In [1]:
import torch
import torch.nn as nn
from torch.autograd import Variable
import torchvision.datasets as dset
import torchvision.transforms as transforms
import torch.nn.functional as F
import torch.optim as optim

# Load MNIST Dataset

In [2]:
trans = transforms.Compose([transforms.ToTensor(), transforms.Normalize((0.5,), (1.0,))])
train_set = dset.MNIST(root='./data', train=True, transform=trans, download=True)
test_set = dset.MNIST(root='./data', train=False, transform=trans)

batch_size = 128

train_loader = torch.utils.data.DataLoader(
                 dataset=train_set,
                 batch_size=batch_size,
                 shuffle=True)
test_loader = torch.utils.data.DataLoader(
                dataset=test_set,
                batch_size=batch_size,
                shuffle=False)


# Build MLP Model
![](images/MLP.png)

In [3]:
class MLP(nn.Module):
    def __init__(self,n_class=10):
        super(MLP, self).__init__()
        
        self.fc = nn.Sequential(
            nn.Linear(28*28,64),
            nn.ReLU(inplace=True),
            nn.Linear(64,n_class)
        )
        
        """
        self.fc1 = nn.Linear(28*28,64)
        self.relu = nn.ReLU(inplace=True)
        slef.fc2 = nn.Linear(64,n_class)
        """
        
    def forward(self, x):
        x = x.view(-1,28*28)      # x:(batch_size,1,28,28) => x:(batch_size,28*28)
        logits = self.fc(x)
        return logits


# Training

In [4]:
model = MLP()
criterion = nn.CrossEntropyLoss()
optimizer = optim.Adam(model.parameters(), lr=1e-3)

for epoch in xrange(10):
    # trainning
    ave_loss = 0
    for batch_idx, (x, target) in enumerate(train_loader):
        optimizer.zero_grad()
        x, target = Variable(x), Variable(target)
        logits = model(x)
        loss = criterion(logits, target)
        ave_loss = ave_loss * 0.9 + loss.data[0] * 0.1
        loss.backward()
        optimizer.step()
        if (batch_idx+1) % 100 == 0 or (batch_idx+1) == len(train_loader):
            print '==>>> epoch: {}, batch index: {}, train loss: {:.6f}'.format(
                epoch, batch_idx+1, ave_loss)
    # testing
    correct_cnt, ave_loss = 0, 0
    total_cnt = 0
    for batch_idx, (x, target) in enumerate(test_loader):
        x, target = Variable(x, volatile=True), Variable(target, volatile=True)
        logits = model(x)
        loss = criterion(logits, target)
        _, pred_label = torch.max(logits.data, 1)
        total_cnt += x.data.size()[0]
        correct_cnt += (pred_label == target.data).sum()
        # smooth average
        ave_loss = ave_loss * 0.9 + loss.data[0] * 0.1
        
        if(batch_idx+1) % 100 == 0 or (batch_idx+1) == len(test_loader):
            print '==>>> epoch: {}, batch index: {}, test loss: {:.6f}, acc: {:.3f}'.format(
                epoch, batch_idx+1, ave_loss, correct_cnt * 1.0 / total_cnt)

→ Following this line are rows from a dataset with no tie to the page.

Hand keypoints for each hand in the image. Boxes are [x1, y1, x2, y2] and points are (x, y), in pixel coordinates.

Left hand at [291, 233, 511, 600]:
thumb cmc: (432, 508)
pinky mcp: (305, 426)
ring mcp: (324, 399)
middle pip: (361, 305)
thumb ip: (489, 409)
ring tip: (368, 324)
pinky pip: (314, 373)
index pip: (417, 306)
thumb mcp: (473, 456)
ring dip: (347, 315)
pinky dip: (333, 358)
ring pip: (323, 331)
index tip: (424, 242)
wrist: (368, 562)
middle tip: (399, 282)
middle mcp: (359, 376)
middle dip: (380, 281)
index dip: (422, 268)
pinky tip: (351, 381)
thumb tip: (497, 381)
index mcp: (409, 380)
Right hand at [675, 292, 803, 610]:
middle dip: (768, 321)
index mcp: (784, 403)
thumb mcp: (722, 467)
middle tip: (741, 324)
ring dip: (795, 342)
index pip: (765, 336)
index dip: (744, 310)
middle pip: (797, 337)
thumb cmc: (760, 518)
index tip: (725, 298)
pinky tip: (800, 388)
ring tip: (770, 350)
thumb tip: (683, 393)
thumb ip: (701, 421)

==>>> epoch: 0, batch index: 100, train loss: 0.599243
==>>> epoch: 0, batch index: 200, train loss: 0.370671
==>>> epoch: 0, batch index: 300, train loss: 0.356554
==>>> epoch: 0, batch index: 400, train loss: 0.363393
==>>> epoch: 0, batch index: 469, train loss: 0.328055
==>>> epoch: 0, batch index: 79, test loss: 0.258991, acc: 0.904
==>>> epoch: 1, batch index: 100, train loss: 0.330634
==>>> epoch: 1, batch index: 200, train loss: 0.321183
==>>> epoch: 1, batch index: 300, train loss: 0.289736
==>>> epoch: 1, batch index: 400, train loss: 0.268071
==>>> epoch: 1, batch index: 469, train loss: 0.252494
==>>> epoch: 1, batch index: 79, test loss: 0.196113, acc: 0.928
==>>> epoch: 2, batch index: 100, train loss: 0.245743
==>>> epoch: 2, batch index: 200, train loss: 0.261259
==>>> epoch: 2, batch index: 300, train loss: 0.216066
==>>> epoch: 2, batch index: 400, train loss: 0.228394
==>>> epoch: 2, batch index: 469, train loss: 0.218366
==>>> epoch: 2, batch index: 79, test loss: 0